[Dataset entries]
╔══
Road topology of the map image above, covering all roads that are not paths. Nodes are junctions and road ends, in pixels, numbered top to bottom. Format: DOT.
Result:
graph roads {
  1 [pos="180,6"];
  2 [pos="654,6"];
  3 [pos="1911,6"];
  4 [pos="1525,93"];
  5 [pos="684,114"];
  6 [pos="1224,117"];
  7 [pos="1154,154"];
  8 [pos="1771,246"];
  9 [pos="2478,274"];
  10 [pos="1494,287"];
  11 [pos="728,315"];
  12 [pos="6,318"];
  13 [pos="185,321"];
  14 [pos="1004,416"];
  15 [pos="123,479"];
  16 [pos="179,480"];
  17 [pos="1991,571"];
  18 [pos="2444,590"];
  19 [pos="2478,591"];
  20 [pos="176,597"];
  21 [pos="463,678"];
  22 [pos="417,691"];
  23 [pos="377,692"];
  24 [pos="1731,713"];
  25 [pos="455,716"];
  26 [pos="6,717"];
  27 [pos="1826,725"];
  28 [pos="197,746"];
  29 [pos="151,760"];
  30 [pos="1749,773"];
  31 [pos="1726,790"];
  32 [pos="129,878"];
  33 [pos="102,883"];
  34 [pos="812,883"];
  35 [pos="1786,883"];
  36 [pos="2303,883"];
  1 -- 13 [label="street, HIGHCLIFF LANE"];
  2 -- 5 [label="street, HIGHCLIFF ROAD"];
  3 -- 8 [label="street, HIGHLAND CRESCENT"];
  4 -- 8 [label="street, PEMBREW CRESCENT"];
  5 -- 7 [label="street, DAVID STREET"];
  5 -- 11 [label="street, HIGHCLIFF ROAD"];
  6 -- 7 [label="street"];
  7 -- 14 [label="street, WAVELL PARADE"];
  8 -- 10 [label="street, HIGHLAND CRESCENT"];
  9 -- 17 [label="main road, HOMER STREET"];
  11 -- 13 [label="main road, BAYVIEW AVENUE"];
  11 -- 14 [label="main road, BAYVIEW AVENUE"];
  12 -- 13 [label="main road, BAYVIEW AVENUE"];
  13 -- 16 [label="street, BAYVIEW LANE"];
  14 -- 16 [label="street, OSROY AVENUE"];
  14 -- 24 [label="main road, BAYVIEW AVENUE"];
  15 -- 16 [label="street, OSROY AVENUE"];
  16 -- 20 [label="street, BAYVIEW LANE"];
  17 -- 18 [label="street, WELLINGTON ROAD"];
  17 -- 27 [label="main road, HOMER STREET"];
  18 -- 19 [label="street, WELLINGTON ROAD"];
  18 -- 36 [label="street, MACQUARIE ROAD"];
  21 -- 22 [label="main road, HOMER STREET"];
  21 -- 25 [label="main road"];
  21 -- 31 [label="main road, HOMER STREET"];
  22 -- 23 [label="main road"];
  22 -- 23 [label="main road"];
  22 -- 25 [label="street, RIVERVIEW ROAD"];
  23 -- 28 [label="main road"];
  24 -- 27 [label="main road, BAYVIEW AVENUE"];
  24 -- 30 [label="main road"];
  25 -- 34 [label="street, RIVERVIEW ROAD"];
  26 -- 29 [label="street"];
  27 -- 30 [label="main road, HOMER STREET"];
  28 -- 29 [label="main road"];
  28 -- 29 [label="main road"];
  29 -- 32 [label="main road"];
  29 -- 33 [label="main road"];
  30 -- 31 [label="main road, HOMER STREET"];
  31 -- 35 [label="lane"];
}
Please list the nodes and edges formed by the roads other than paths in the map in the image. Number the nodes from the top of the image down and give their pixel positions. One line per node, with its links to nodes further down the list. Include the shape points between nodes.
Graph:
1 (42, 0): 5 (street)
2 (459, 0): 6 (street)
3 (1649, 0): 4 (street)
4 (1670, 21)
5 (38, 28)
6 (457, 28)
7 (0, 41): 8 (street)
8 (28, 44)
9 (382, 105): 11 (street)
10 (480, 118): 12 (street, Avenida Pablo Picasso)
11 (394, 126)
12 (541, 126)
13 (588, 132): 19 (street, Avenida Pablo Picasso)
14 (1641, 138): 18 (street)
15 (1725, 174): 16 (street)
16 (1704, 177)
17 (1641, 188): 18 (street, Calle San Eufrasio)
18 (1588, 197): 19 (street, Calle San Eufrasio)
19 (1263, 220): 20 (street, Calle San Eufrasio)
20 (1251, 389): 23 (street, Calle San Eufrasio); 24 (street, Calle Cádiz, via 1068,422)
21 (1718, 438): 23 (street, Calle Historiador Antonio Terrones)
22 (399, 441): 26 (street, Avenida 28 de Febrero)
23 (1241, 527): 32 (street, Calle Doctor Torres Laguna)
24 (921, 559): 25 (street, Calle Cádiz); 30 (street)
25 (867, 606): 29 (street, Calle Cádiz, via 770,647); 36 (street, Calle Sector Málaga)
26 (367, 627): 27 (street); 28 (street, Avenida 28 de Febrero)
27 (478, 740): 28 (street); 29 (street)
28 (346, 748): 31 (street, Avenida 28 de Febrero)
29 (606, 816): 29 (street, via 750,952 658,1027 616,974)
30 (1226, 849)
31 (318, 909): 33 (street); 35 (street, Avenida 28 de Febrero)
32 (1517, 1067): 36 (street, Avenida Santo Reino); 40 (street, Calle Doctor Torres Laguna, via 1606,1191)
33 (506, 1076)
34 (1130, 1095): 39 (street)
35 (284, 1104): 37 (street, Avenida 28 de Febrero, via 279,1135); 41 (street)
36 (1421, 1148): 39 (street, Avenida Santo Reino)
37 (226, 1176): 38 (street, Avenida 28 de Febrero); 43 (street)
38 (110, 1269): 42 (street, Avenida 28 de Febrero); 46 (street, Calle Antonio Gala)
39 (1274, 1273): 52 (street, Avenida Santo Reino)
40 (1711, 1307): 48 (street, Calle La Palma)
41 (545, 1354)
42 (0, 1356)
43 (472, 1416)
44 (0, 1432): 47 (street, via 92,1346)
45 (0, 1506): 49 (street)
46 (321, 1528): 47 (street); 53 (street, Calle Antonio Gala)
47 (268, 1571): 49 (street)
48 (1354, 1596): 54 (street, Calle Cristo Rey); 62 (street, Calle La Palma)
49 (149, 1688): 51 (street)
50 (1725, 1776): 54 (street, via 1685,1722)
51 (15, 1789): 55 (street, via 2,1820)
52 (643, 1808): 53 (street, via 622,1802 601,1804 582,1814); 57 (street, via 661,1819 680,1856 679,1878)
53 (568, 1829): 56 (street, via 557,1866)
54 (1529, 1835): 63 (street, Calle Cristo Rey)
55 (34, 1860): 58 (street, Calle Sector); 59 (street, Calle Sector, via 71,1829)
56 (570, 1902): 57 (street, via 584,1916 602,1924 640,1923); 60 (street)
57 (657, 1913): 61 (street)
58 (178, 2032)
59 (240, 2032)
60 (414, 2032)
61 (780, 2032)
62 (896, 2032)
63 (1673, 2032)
╚══
ACTION ITEM
Would you restate each of the entries word for word?

RESPONSE TO THE EXERCISE
Road topology of the map image above, covering all roads that are not paths. Nodes are junctions and road ends, in pixels, numbered top to bottom. Format: DOT.
Result:
graph roads {
  1 [pos="180,6"];
  2 [pos="654,6"];
  3 [pos="1911,6"];
  4 [pos="1525,93"];
  5 [pos="684,114"];
  6 [pos="1224,117"];
  7 [pos="1154,154"];
  8 [pos="1771,246"];
  9 [pos="2478,274"];
  10 [pos="1494,287"];
  11 [pos="728,315"];
  12 [pos="6,318"];
  13 [pos="185,321"];
  14 [pos="1004,416"];
  15 [pos="123,479"];
  16 [pos="179,480"];
  17 [pos="1991,571"];
  18 [pos="2444,590"];
  19 [pos="2478,591"];
  20 [pos="176,597"];
  21 [pos="463,678"];
  22 [pos="417,691"];
  23 [pos="377,692"];
  24 [pos="1731,713"];
  25 [pos="455,716"];
  26 [pos="6,717"];
  27 [pos="1826,725"];
  28 [pos="197,746"];
  29 [pos="151,760"];
  30 [pos="1749,773"];
  31 [pos="1726,790"];
  32 [pos="129,878"];
  33 [pos="102,883"];
  34 [pos="812,883"];
  35 [pos="1786,883"];
  36 [pos="2303,883"];
  1 -- 13 [label="street, HIGHCLIFF LANE"];
  2 -- 5 [label="street, HIGHCLIFF ROAD"];
  3 -- 8 [label="street, HIGHLAND CRESCENT"];
  4 -- 8 [label="street, PEMBREW CRESCENT"];
  5 -- 7 [label="street, DAVID STREET"];
  5 -- 11 [label="street, HIGHCLIFF ROAD"];
  6 -- 7 [label="street"];
  7 -- 14 [label="street, WAVELL PARADE"];
  8 -- 10 [label="street, HIGHLAND CRESCENT"];
  9 -- 17 [label="main road, HOMER STREET"];
  11 -- 13 [label="main road, BAYVIEW AVENUE"];
  11 -- 14 [label="main road, BAYVIEW AVENUE"];
  12 -- 13 [label="main road, BAYVIEW AVENUE"];
  13 -- 16 [label="street, BAYVIEW LANE"];
  14 -- 16 [label="street, OSROY AVENUE"];
  14 -- 24 [label="main road, BAYVIEW AVENUE"];
  15 -- 16 [label="street, OSROY AVENUE"];
  16 -- 20 [label="street, BAYVIEW LANE"];
  17 -- 18 [label="street, WELLINGTON ROAD"];
  17 -- 27 [label="main road, HOMER STREET"];
  18 -- 19 [label="street, WELLINGTON ROAD"];
  18 -- 36 [label="street, MACQUARIE ROAD"];
  21 -- 22 [label="main road, HOMER STREET"];
  21 -- 25 [label="main road"];
  21 -- 31 [label="main road, HOMER STREET"];
  22 -- 23 [label="main road"];
  22 -- 23 [label="main road"];
  22 -- 25 [label="street, RIVERVIEW ROAD"];
  23 -- 28 [label="main road"];
  24 -- 27 [label="main road, BAYVIEW AVENUE"];
  24 -- 30 [label="main road"];
  25 -- 34 [label="street, RIVERVIEW ROAD"];
  26 -- 29 [label="street"];
  27 -- 30 [label="main road, HOMER STREET"];
  28 -- 29 [label="main road"];
  28 -- 29 [label="main road"];
  29 -- 32 [label="main road"];
  29 -- 33 [label="main road"];
  30 -- 31 [label="main road, HOMER STREET"];
  31 -- 35 [label="lane"];
}
Please list the nodes and edges formed by the roads other than paths in the map in the image. Number the nodes from the top of the image down and give their pixel positions. One line per node, with its links to nodes further down the list. Include the shape points between nodes.
Graph:
1 (42, 0): 5 (street)
2 (459, 0): 6 (street)
3 (1649, 0): 4 (street)
4 (1670, 21)
5 (38, 28)
6 (457, 28)
7 (0, 41): 8 (street)
8 (28, 44)
9 (382, 105): 11 (street)
10 (480, 118): 12 (street, Avenida Pablo Picasso)
11 (394, 126)
12 (541, 126)
13 (588, 132): 19 (street, Avenida Pablo Picasso)
14 (1641, 138): 18 (street)
15 (1725, 174): 16 (street)
16 (1704, 177)
17 (1641, 188): 18 (street, Calle San Eufrasio)
18 (1588, 197): 19 (street, Calle San Eufrasio)
19 (1263, 220): 20 (street, Calle San Eufrasio)
20 (1251, 389): 23 (street, Calle San Eufrasio); 24 (street, Calle Cádiz, via 1068,422)
21 (1718, 438): 23 (street, Calle Historiador Antonio Terrones)
22 (399, 441): 26 (street, Avenida 28 de Febrero)
23 (1241, 527): 32 (street, Calle Doctor Torres Laguna)
24 (921, 559): 25 (street, Calle Cádiz); 30 (street)
25 (867, 606): 29 (street, Calle Cádiz, via 770,647); 36 (street, Calle Sector Málaga)
26 (367, 627): 27 (street); 28 (street, Avenida 28 de Febrero)
27 (478, 740): 28 (street); 29 (street)
28 (346, 748): 31 (street, Avenida 28 de Febrero)
29 (606, 816): 29 (street, via 750,952 658,1027 616,974)
30 (1226, 849)
31 (318, 909): 33 (street); 35 (street, Avenida 28 de Febrero)
32 (1517, 1067): 36 (street, Avenida Santo Reino); 40 (street, Calle Doctor Torres Laguna, via 1606,1191)
33 (506, 1076)
34 (1130, 1095): 39 (street)
35 (284, 1104): 37 (street, Avenida 28 de Febrero, via 279,1135); 41 (street)
36 (1421, 1148): 39 (street, Avenida Santo Reino)
37 (226, 1176): 38 (street, Avenida 28 de Febrero); 43 (street)
38 (110, 1269): 42 (street, Avenida 28 de Febrero); 46 (street, Calle Antonio Gala)
39 (1274, 1273): 52 (street, Avenida Santo Reino)
40 (1711, 1307): 48 (street, Calle La Palma)
41 (545, 1354)
42 (0, 1356)
43 (472, 1416)
44 (0, 1432): 47 (street, via 92,1346)
45 (0, 1506): 49 (street)
46 (321, 1528): 47 (street); 53 (street, Calle Antonio Gala)
47 (268, 1571): 49 (street)
48 (1354, 1596): 54 (street, Calle Cristo Rey); 62 (street, Calle La Palma)
49 (149, 1688): 51 (street)
50 (1725, 1776): 54 (street, via 1685,1722)
51 (15, 1789): 55 (street, via 2,1820)
52 (643, 1808): 53 (street, via 622,1802 601,1804 582,1814); 57 (street, via 661,1819 680,1856 679,1878)
53 (568, 1829): 56 (street, via 557,1866)
54 (1529, 1835): 63 (street, Calle Cristo Rey)
55 (34, 1860): 58 (street, Calle Sector); 59 (street, Calle Sector, via 71,1829)
56 (570, 1902): 57 (street, via 584,1916 602,1924 640,1923); 60 (street)
57 (657, 1913): 61 (street)
58 (178, 2032)
59 (240, 2032)
60 (414, 2032)
61 (780, 2032)
62 (896, 2032)
63 (1673, 2032)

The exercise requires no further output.